Byron Vincent used to MC at Bristol Old Vic's monthly poetry performance events, and he was the most surreal, raw, funny, stand-up poet I ever saw. He made you laugh till your eyes stung at the existentialist absurdity of life and weep at the pain of it. Three years ago he stepped away from the spotlight for personal reasons which he reveals in his one-hour one-man (apart from onstage technician) show ironically titled
Talk About Something You Like. All profits go CALM, the suicide prevention charity, and
Alma Tavern's brochure gives a snappy outline:
In 2011 Byron spent his summer resting in the magnolia bosom of an NHS psychiatric
unit. In this show he extends the frayed mitten of insanity in the hope
that you might shake hands. As you'd expect, then: it's painful, shocking, and horribly self-exposing. It's also brave, brilliant, and horribly funny. Byron's brochure image is gruesome, but onstage despite his pyjamas he looks neat and personable, adding even more poignancy to this stream of insightful cameos of institutional life and the vortex of mental illness. This scratch performance ("that means it might be shit" defined Byron helpfully) with script-in-hand is actually a development of a piece from last February's BOV Ferment Fortnight, and it's great to see Byron going deeper and engaging more directly with the audience, even if this does get him 'panicking like a creationist at a fossil dig.' There are rich possibilities for black humour in Byron's hospital experience ~ including the display of advice to patients from which the show's name is drawn ("No no no! That's the equivalent of psychiatric entrapment!") ~ but it's the intimacy of personal detail, right back to his childhood hobby of 'collecting fears', that gives this show such scalding impact. It's on its way to Edinburgh, I hope they appreciate him. All of the hims.

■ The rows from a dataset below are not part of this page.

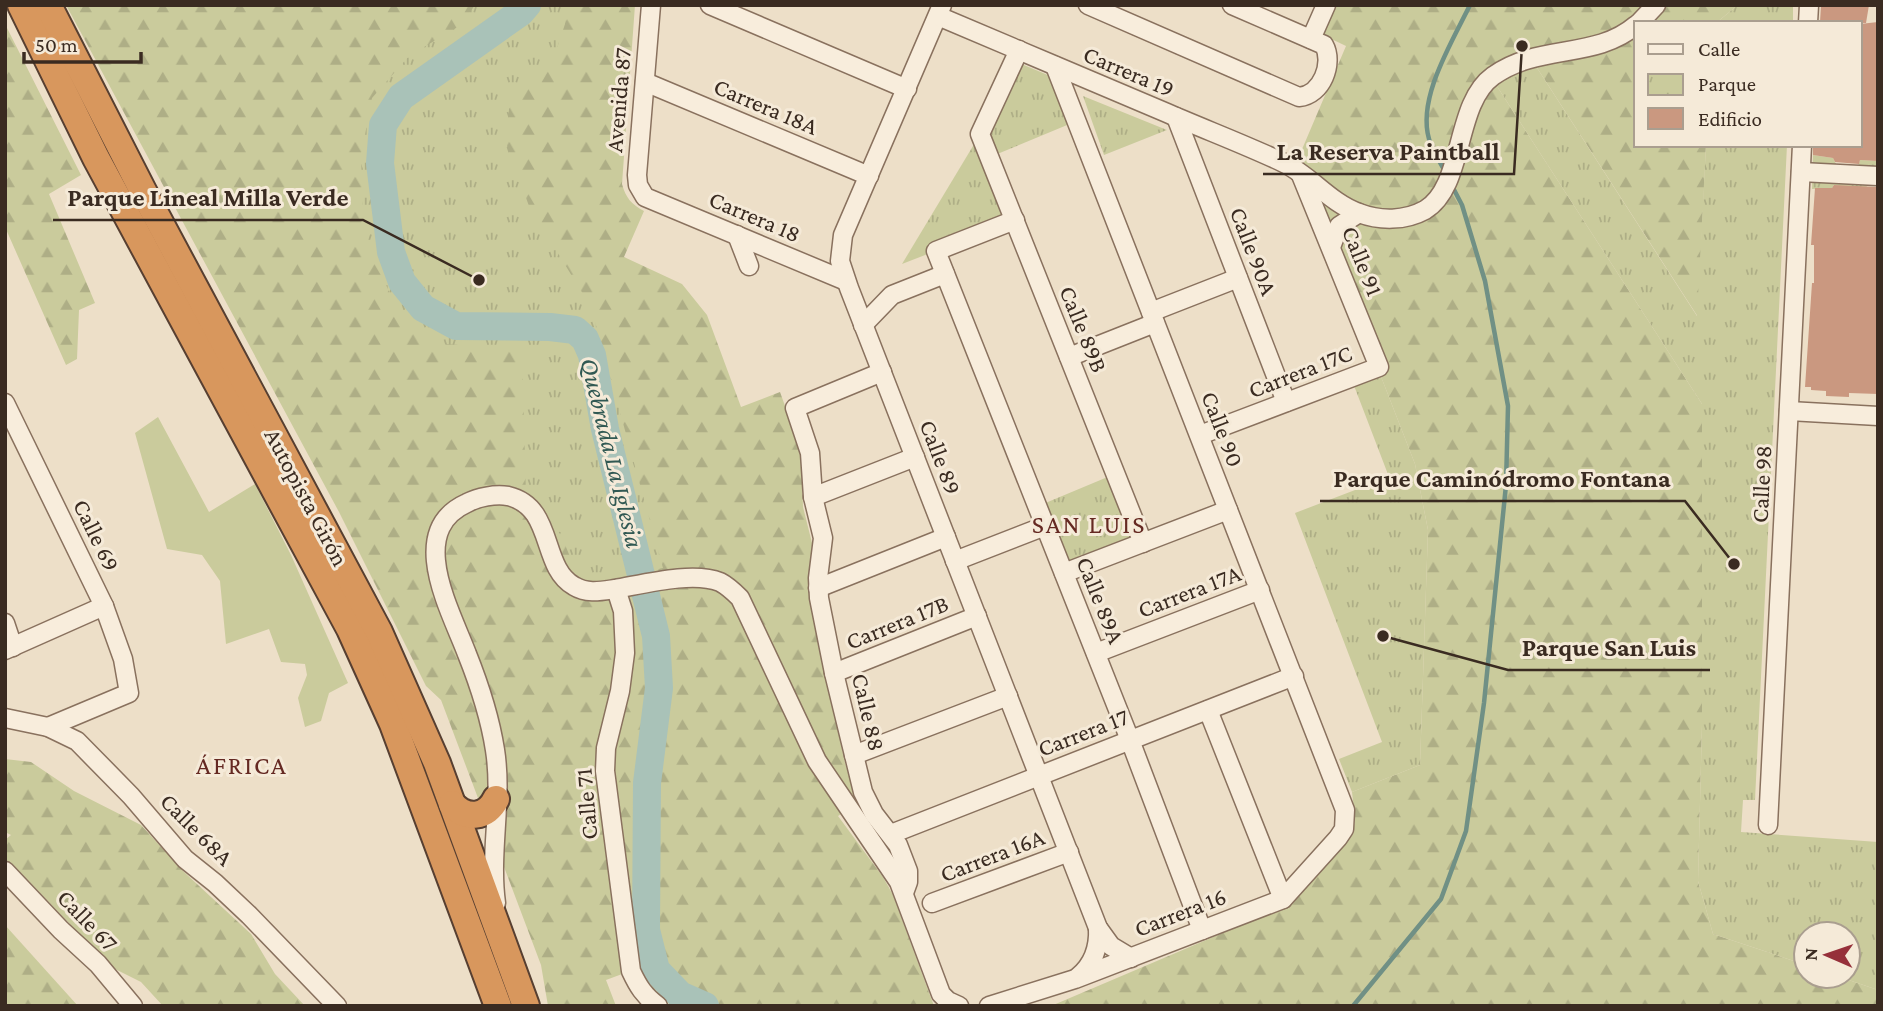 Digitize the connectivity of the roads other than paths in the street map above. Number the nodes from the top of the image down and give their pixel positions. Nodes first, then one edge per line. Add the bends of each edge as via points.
1 (21, 5) edge
2 (48, 5) edge
3 (650, 5) edge
4 (710, 5) edge
5 (1088, 5) edge
6 (1326, 5) edge
7 (1656, 5) edge
8 (1238, 6) edge
9 (940, 11) edge
10 (1641, 21) edge
11 (1634, 26) edge
12 (1311, 39) junction
13 (1019, 50) junction
14 (1055, 66) junction
15 (645, 82) junction
16 (907, 89) junction
17 (1176, 117) junction
18 (1802, 147) edge
19 (1801, 172) junction
20 (1301, 174) junction
21 (869, 176) junction
22 (1878, 177) edge
23 (645, 197) joint
24 (1359, 213) junction
25 (1015, 220) junction
26 (737, 235) junction
27 (1331, 247) junction
28 (749, 266) dead end
29 (945, 274) junction
30 (1238, 278) junction
31 (846, 281) junction
32 (1153, 317) junction
33 (863, 325) junction
34 (1069, 357) junction
35 (1379, 367) joint
36 (882, 372) junction
37 (1286, 402) junction
38 (5, 403) edge
39 (1789, 411) junction
40 (1878, 416) edge
41 (1199, 435) junction
42 (915, 457) junction
43 (813, 497) junction
44 (1228, 510) junction
45 (1045, 526) junction
46 (946, 537) junction
47 (1143, 542) junction
48 (956, 561) junction
49 (1064, 573) junction
50 (623, 587) junction
51 (818, 588) junction
52 (1260, 590) junction
53 (104, 606) junction
54 (977, 616) junction
55 (5, 624) edge
56 (9, 648) edge
57 (1096, 653) junction
58 (834, 673) junction
59 (1294, 676) junction
60 (1008, 696) junction
61 (1208, 710) junction
62 (5, 718) edge
63 (48, 727) junction
64 (1130, 740) junction
65 (854, 755) junction
66 (1039, 775) junction
67 (496, 799) junction
68 (452, 804) junction
69 (1345, 810) joint
70 (1768, 825) dead end
71 (891, 834) junction
72 (1069, 852) junction
73 (472, 862) junction
74 (5, 871) edge
75 (904, 893) junction
76 (458, 899) junction
77 (1283, 899) junction
78 (932, 904) dead end
79 (1098, 928) junction
80 (1202, 930) junction
81 (500, 937) junction
82 (1131, 958) junction
83 (1075, 979) junction
84 (958, 1005) edge
85 (133, 1006) edge
86 (337, 1006) edge
87 (498, 1006) edge
88 (526, 1006) edge
89 (658, 1006) edge
90 (989, 1006) edge

1 - 76 highway, Autopista Girón via 96,158 350,629 388,713
2 - 68 highway, Autopista Girón via 379,632
3 - 15 street, Avenida 87
4 - 16 street
5 - 12 street via 1299,97 1314,93 1328,63 1324,45
6 - 12 street
7 - 10 street
8 - 12 street
9 - 13 street, Carrera 19
9 - 16 street, Calle 89
11 - 24 street via 1603,44 1530,57 1491,77 1471,107 1436,202 1404,218
13 - 14 street, Carrera 19
13 - 25 street, Calle 89B via 980,134
14 - 17 street, Carrera 19
14 - 32 street, Calle 90
15 - 21 street, Carrera 18A
15 - 23 street, Avenida 87 via 637,175
16 - 21 street, Calle 89
17 - 20 street, Carrera 19
17 - 30 street, Calle 90A
18 - 19 street, Calle 98
19 - 22 street
19 - 39 street, Calle 98
20 - 24 street, Carrera 19 via 1342,206
20 - 27 street, Calle 91
21 - 31 street, Calle 89 via 841,245
23 - 26 street, Carrera 18
24 - 27 street via 1339,226
25 - 29 street, Calle 89A via 936,251
25 - 34 street, Calle 89B
26 - 28 street
26 - 31 street, Carrera 18
27 - 35 street, Calle 91
29 - 33 street via 892,295
29 - 45 street, Calle 89A
30 - 32 street
30 - 37 street, Calle 90A
31 - 33 street, Calle 89
32 - 34 street
32 - 41 street, Calle 90
33 - 36 street, Calle 89
34 - 47 street, Calle 89B
35 - 37 street, Carrera 17C
36 - 42 street, Calle 89
36 - 43 street, Calle 88 via 795,408 810,453
37 - 41 street, Carrera 17C
38 - 53 street, Calle 69
39 - 40 street
39 - 70 street, Calle 98
41 - 44 street, Calle 90
42 - 43 street
42 - 46 street, Calle 89
43 - 51 street, Calle 88 via 823,538
44 - 47 street
44 - 52 street, Calle 90
45 - 48 street
45 - 49 street, Calle 89A
46 - 48 street, Calle 89
46 - 51 street
47 - 49 street
48 - 54 street, Calle 89
49 - 57 street, Calle 89A
50 - 67 street via 590,591 572,586 558,569 535,514 519,500 506,496 474,499 449,516 439,533 435,562 491,728
50 - 75 street via 707,579 730,588 740,598 817,761 884,856
50 - 89 street, Calle 71 via 625,653 606,748 607,792 631,971 643,993
51 - 58 street, Calle 88
52 - 57 street, Carrera 17A
52 - 59 street, Calle 90
53 - 56 street
53 - 63 street, Calle 69 via 130,693
54 - 58 street, Carrera 17B
54 - 60 street, Calle 89
55 - 56 street
57 - 64 street, Calle 89A
58 - 65 street, Calle 88
59 - 61 street, Carrera 17
59 - 69 street, Calle 90
60 - 65 street
60 - 66 street, Calle 89
61 - 64 street, Carrera 17
61 - 77 street
62 - 63 street, Calle 68A
63 - 86 street, Calle 68A via 77,741 97,759 185,859 249,915
64 - 66 street, Carrera 17
64 - 80 street, Calle 89A
65 - 71 street, Calle 88 via 868,803
66 - 71 street, Carrera 17
66 - 72 street, Calle 89
67 - 68 highway via 488,810 475,815 462,813
67 - 73 street via 489,829
67 - 81 street via 493,873
68 - 73 highway, Autopista Girón
69 - 77 street, Carrera 16 via 1344,829 1338,838
71 - 75 street, Calle 88 via 908,871
72 - 78 street, Carrera 16A
72 - 79 street, Calle 89
73 - 76 street
73 - 81 highway, Autopista Girón
74 - 85 street, Calle 67
75 - 84 street, Calle 88 via 934,982 941,994
76 - 87 highway, Autopista Girón
77 - 80 street, Carrera 16
79 - 82 street, Calle 89 via 1111,946
79 - 83 street via 1094,957
80 - 82 street, Carrera 16
81 - 88 highway, Autopista Girón
82 - 83 street, Carrera 16
83 - 90 street, Carrera 16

Frome Festival is now only inches away, officially opening on Friday... though by the cosmic calculations Annabelle & I are using for our
Time Walk on Saturday, those 2 days would be tinier than a quark, which is a particle in a neutron, which is a particle in an atom.
Time Walk, the story of the earth in a thousand paces will narrate our history from the start of the solar system as a walk round Rodden Fields at the scale of one pace to five million years. It will take an hour, with chimpanzees coming down from the trees in the last millimetres. Virtually speaking, of course. We've paced our route in windswept winter and buttercupped spring, waded through overgrown cow parsley and paddled by flooded river, and now in glorious summer sunshine. We've found an incredible amount of scientific data, some that seems absurdly sci-fi like the trilobites with eyes on stalks and nine-metre millipedes, and developed two cosmic guides who're a bit like Vladimir and Estragon except they don't need Godot, or even Google, and they're very enthusiastic about the awesomeness of life on earth. This morning we had a dress rehearsal, with some helpful friends coming along to give audience feedback. The walk proper on Saturday is sold out.
So if you haven't booked anything yet, here's the
festival link. Rosie Finnegan and I will be talking about our personal top tips on Frome FM on Friday morning ~ our pub theatre production on Tuesday & Wednesday will obviously get a puff, (that's
War Zones at the Cornerhouse) but there's also drama at the Old Bath Arms on Tuesday with Tighe O'Connor's comedy contest. I'm pleased to see my short play
Muffin Man was picked for production, with two more Frome Scriptwriters in the shortlist line-up as well. And there's poetry, and music, and art... oh, get a brochure!